Récitateur importun
On peut qualifier de motif du “récitateur importun” une scène type largement représentée et commentée dans la littérature des années 1650-1680. Son occurrence la plus célèbre est la scène du sonnet d’Oronte dans Le Misanthrope (I, 2).
Un individu vient se proposer pour effectuer la lecture à haute voix d’un texte inédit de création littéraire auquel il attribue une valeur exceptionnelle. Le texte est parfois une oeuvre personnelle, parfois une réalisation d’autrui. Le public destinataire est le plus souvent une assemblée dont le récitateur est familier, mais il arrive que celui-ci s’adresse au premier venu qui s’est trouvé sur son chemin. Dans tous les cas, la démarche met dans l’embarras l’auditeur involontaire, qui tente par tous les moyens de se débarrasser de l’importun tout en évitant de lui infliger un affront.

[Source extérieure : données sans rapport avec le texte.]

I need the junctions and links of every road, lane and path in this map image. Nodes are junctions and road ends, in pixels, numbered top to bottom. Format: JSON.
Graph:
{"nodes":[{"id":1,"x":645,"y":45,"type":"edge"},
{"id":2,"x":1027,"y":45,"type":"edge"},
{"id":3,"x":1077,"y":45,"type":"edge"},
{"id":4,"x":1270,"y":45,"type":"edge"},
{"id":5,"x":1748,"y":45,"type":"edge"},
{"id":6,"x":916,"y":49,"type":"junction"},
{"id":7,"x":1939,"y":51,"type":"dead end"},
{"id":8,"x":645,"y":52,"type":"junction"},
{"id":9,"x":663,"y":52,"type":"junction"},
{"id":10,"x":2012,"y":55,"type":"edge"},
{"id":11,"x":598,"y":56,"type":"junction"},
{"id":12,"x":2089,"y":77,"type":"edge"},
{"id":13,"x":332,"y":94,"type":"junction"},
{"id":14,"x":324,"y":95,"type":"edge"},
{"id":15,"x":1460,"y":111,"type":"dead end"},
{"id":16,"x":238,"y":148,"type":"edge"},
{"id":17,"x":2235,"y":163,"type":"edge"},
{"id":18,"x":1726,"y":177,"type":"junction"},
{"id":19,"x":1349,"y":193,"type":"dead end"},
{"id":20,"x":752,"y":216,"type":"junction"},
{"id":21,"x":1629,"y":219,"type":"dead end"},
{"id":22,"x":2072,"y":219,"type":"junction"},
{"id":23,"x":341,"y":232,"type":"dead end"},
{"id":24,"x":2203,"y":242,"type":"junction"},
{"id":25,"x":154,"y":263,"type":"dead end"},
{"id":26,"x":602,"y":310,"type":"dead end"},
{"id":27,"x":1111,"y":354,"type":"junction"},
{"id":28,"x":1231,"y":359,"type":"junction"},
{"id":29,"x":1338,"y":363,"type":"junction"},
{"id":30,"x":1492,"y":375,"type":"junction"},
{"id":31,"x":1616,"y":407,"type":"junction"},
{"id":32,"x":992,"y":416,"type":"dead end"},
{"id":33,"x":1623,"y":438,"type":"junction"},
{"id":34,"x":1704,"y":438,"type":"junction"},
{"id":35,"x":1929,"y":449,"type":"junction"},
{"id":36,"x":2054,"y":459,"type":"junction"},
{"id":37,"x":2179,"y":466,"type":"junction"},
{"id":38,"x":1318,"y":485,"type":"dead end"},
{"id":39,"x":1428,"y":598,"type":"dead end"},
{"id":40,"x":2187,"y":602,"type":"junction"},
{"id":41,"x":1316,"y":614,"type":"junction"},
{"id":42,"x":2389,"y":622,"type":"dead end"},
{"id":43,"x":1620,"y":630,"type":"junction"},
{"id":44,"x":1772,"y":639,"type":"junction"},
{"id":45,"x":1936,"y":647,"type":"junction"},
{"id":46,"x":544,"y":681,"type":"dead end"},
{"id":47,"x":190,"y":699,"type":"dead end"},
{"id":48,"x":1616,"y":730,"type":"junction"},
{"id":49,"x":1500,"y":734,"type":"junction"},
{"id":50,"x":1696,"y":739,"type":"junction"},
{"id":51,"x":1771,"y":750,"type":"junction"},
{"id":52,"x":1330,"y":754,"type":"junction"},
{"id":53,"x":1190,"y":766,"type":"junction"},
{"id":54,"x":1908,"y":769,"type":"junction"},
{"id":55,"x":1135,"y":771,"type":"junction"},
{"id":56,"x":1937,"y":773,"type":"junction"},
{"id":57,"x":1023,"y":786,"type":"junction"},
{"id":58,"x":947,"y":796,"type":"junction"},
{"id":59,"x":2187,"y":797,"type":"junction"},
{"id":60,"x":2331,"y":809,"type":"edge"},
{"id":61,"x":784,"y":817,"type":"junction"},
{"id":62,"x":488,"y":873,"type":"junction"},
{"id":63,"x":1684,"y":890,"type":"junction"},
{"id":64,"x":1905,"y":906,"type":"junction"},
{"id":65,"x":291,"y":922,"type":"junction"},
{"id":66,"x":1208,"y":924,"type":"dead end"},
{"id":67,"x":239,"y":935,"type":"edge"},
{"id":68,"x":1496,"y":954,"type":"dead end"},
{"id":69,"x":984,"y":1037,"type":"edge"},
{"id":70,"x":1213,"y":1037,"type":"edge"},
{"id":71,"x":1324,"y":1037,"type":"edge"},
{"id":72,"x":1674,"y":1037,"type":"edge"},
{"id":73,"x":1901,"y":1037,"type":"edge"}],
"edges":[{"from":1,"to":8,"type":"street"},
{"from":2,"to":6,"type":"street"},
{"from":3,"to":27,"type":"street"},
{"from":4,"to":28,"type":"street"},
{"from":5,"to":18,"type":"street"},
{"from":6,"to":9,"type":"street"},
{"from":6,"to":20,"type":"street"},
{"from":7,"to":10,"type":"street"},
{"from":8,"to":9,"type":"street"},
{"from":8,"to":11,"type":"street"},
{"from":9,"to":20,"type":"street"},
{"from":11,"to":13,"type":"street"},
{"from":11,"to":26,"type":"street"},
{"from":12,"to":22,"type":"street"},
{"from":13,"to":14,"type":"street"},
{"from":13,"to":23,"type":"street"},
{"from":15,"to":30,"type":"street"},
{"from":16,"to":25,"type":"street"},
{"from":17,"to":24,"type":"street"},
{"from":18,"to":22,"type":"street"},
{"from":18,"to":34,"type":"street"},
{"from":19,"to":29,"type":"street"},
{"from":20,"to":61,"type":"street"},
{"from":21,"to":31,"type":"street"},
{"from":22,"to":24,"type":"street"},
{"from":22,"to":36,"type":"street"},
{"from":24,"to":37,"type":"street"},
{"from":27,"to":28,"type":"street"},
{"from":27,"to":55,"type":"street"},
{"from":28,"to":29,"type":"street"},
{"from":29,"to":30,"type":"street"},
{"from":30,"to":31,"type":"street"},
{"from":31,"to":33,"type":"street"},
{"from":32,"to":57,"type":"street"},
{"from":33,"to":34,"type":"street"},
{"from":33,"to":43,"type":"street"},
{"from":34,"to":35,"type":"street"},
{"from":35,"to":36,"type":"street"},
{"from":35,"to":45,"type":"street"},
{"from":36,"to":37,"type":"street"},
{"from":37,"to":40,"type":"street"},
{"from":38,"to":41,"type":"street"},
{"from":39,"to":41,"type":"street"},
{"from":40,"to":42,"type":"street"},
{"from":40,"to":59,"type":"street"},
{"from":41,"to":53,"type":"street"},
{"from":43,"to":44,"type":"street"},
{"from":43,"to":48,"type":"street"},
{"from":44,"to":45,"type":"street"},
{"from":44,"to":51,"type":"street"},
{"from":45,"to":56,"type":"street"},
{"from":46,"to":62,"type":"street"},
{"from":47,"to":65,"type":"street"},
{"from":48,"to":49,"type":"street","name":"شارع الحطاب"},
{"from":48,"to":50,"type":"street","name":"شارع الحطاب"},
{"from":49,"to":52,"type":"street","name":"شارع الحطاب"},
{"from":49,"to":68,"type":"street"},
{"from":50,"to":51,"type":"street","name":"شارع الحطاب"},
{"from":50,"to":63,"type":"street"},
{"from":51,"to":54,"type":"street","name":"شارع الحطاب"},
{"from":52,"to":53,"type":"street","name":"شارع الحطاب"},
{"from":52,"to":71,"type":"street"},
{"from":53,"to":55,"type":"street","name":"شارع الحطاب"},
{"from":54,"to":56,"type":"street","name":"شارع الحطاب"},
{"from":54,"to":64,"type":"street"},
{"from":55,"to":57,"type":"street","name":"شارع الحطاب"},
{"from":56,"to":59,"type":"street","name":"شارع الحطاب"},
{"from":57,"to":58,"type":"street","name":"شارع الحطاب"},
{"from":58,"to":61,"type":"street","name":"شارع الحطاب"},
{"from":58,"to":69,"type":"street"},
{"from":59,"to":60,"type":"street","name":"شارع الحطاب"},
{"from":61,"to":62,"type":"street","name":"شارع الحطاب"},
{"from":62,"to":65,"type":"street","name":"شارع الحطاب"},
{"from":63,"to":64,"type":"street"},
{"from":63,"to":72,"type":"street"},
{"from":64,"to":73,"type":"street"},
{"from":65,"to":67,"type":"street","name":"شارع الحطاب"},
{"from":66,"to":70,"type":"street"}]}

La représentation de cette situation connaît une grande faveur, dans la mesure où elle met en scène et problématise le mode de consommation de la littérature privilégié dans la culture mondaine du second XVIIe siècle : le comportement d’inconvenance et d’opiniâtreté du récitateur importun, focalisé sur les enjeux individuels de la transmission littéraire, met en cause le principe de sociabilité qui supporte tout l’édifice des valeurs. Il s’agit par conséquent d’une scène très fréquemment traitée sur le mode de la satire et, à ce titre, elle figure en bonne place dans la comédie des Fâcheux de Molière (sc. I, 3).
Le motif du “récitateur importun” est développé à trois reprises dans les Nouvelles Nouvelles :
au tome II, p. 8-14, le nouvelliste Straton vient faire la lecture enthousiaste et inopportune de l’élégie de la prisonnière ;
au tome II, p. 241-243 est brièvement évoqué l’exemple d’un nouvelliste de Parnasse qui tient à connaître l’avis de ses pairs sur un madrigal qu’il a composé ;
au tome III, p. 170 est racontée une rencontre avec un lecteur de sonnet insistant.